I opened the cupboard and took down three plates and put them on the counter near the frying pan. “What do you think is wrong with her?” My curiosity was sincere.
“The way she was dressed. That she doesn’t feed her child.”
“But she loves Izzy so much. I think she just doesn’t want to be a housewife.”
“Use paper napkins and fold them in thirds.” My mother nodded quickly toward the yellow plastic napkin holder that always sat on the kitchen table. “If she didn’t want to be a housewife, then she shouldn’t have had a child. And she definitely shouldn’t have put that child in danger with those people in the house.”
“I was in charge of Izzy.” How could my mother not know that? What did she think I’d been doing all summer? “She was never in danger.”
“You shouldn’t have been in charge. You’re a child. You should have been a helper.” My mother used a spatula to turn the sandwiches over. “I never should have allowed you to take that job.”
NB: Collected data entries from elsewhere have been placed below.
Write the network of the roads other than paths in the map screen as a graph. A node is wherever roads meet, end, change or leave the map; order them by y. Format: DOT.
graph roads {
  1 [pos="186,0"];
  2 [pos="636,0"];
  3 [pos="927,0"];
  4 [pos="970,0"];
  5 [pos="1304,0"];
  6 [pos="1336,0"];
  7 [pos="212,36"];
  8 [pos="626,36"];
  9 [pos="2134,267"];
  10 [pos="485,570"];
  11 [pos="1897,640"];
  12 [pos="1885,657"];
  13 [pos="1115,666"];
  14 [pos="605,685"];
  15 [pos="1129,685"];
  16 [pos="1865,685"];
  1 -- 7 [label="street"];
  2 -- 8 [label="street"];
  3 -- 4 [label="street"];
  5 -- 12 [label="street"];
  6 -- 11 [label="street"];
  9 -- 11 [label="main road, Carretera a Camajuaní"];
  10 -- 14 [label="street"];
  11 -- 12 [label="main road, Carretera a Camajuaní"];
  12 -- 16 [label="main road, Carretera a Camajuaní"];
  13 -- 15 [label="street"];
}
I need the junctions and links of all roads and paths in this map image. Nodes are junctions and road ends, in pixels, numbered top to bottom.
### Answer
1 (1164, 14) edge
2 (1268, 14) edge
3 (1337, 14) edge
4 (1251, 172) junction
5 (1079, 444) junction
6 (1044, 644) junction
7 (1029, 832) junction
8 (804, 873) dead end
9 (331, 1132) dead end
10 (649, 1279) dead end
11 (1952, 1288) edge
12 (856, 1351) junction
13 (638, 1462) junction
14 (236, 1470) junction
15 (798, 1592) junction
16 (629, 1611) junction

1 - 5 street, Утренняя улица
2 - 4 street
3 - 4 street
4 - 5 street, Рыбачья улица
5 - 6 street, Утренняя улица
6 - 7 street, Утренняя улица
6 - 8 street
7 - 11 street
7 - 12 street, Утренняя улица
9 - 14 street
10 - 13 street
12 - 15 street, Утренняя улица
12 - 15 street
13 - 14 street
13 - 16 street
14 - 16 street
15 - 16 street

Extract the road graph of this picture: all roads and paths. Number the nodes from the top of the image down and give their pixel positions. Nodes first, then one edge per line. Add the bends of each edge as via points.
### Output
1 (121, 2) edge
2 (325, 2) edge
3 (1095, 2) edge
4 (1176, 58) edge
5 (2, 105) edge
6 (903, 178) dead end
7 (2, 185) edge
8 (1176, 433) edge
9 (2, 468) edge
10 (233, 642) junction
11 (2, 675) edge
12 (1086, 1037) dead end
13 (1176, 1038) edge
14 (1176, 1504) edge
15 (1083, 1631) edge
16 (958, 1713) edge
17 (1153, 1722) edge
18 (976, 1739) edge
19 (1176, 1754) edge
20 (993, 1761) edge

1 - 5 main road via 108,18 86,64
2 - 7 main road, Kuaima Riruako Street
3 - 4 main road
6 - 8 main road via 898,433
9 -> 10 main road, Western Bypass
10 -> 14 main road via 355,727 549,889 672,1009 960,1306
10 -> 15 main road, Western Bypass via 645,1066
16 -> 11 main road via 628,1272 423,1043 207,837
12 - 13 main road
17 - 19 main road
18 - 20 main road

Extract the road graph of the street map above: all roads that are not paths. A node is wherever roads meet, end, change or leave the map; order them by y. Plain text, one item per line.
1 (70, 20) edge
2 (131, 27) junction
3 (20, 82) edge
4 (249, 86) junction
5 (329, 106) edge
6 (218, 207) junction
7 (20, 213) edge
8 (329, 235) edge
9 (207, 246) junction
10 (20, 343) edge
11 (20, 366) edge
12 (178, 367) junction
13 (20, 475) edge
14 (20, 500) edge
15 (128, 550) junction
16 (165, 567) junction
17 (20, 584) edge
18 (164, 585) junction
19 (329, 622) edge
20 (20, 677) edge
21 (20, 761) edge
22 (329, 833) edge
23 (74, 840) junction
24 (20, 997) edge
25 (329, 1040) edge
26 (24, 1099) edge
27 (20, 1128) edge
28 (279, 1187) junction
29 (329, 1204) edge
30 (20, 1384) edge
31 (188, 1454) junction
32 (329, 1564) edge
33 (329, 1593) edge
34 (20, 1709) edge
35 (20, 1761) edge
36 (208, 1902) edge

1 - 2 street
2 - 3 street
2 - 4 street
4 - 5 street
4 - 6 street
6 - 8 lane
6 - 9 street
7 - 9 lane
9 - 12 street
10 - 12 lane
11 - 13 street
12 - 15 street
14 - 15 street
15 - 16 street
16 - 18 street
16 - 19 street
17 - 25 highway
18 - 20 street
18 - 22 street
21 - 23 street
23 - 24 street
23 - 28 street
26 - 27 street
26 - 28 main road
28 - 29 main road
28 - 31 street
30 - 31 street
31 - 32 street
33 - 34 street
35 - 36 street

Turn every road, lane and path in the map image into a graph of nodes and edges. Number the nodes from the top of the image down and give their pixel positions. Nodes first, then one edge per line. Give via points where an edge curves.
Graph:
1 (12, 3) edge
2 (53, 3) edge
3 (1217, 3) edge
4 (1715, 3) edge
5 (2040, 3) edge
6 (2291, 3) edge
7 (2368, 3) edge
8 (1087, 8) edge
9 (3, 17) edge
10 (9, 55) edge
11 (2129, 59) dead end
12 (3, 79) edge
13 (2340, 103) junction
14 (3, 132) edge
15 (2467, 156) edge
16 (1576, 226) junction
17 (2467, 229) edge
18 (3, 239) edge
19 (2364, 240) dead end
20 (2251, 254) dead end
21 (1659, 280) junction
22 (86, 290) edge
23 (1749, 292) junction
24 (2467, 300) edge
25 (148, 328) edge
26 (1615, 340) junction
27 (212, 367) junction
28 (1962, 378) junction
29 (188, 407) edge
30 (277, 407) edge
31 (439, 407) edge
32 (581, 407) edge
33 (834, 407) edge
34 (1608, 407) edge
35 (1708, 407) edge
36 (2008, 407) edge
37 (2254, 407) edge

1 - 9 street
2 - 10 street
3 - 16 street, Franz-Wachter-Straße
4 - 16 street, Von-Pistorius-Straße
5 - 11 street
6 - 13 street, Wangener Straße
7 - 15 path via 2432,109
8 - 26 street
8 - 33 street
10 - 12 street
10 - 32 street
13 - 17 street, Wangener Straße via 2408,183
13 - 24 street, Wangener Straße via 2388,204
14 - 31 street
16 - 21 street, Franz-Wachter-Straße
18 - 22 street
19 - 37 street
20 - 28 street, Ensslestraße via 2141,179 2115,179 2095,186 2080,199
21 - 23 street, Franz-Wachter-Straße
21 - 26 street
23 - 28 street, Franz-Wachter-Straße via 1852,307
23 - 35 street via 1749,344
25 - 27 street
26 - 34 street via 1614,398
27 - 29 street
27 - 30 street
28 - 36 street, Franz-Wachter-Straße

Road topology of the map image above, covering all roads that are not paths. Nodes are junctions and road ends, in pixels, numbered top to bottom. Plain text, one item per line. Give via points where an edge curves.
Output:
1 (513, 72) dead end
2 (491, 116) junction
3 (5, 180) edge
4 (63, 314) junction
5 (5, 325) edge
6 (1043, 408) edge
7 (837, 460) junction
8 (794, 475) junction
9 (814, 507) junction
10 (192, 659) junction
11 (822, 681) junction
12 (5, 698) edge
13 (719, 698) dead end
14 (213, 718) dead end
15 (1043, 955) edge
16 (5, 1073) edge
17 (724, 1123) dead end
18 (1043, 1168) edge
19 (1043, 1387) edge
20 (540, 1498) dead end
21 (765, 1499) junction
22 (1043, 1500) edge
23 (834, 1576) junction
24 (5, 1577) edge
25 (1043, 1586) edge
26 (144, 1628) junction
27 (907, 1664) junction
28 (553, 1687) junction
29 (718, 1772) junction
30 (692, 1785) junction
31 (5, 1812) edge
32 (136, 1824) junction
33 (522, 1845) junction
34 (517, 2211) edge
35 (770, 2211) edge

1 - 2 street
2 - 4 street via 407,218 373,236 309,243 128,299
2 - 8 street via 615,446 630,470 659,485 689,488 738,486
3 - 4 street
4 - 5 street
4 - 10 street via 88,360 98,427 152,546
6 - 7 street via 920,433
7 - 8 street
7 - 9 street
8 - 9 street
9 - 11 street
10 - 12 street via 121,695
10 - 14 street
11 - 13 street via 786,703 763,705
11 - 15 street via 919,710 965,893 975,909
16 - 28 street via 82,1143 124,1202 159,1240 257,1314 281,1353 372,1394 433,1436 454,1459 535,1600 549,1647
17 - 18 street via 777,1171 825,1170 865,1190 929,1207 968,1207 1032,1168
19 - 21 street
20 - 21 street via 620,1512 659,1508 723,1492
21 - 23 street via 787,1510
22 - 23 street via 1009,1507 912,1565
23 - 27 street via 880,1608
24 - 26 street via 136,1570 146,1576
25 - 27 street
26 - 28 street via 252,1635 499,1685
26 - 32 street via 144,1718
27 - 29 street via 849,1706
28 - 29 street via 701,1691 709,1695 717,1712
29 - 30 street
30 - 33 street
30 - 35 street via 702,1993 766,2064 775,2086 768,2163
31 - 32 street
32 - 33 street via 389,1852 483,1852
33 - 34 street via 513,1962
“Mom.” I felt strangely choked up. I wanted to tell her that I was pretty sure that I’d done a really great job being in charge of Izzy and taking care of the house, too. And I also wanted to tell her how much I loved cooking for the Cones. How cooking for people you love feels less like a chore and more like a way of saying I love you. And, really, I got that from her, the cooking, the child-rearing, and the housekeeping. My mother had been such a good mother to me in so many ways. She’d taught me so much. And she’d been excellent company. Until she wasn’t.
“Mom,” I said again.
My mother didn’t respond. I pulled out a napkin, folded it in thirds, and put it under the first spoon. Then I folded the second and third napkins. Once they’d been placed, I picked up the soup bowls and took them to the counter near the stove. I was trying to anticipate my mother’s directions before they left her mouth.
“Mom,” I said.
“Spit it out, Mary Jane.” My mother banged the soupspoon on the side of the pot and then placed it in the holder.
“You did a really good job teaching me how to keep house and how to cook. Everyone was amazed by my cooking and I learned all that from you.” I blinked rapidly to keep my eyes from filling with tears.
My mother started ladling soup into bowls, then handed the bowls to me without ever looking up at my face. We were both silent as I walked back and forth, placing the soup bowls on the table, one by one.
“I don’t understand why Sheba’s with that drug addict,” she said at last.
“He’s recovered.”
“The tattoos look so dirty. I wanted to take a Brillo pad and scrub them off.”
The urge to cry vanished and I actually laughed. “It’s weird how quickly you get used to that stuff. I don’t even see them anymore. It’s like Karen Stiltson at school. When she first showed up at Roland Park, she had this lisp, like she said shoe lay—shesh instead of shoelaces.” I took two plates with grilled cheese back to the table.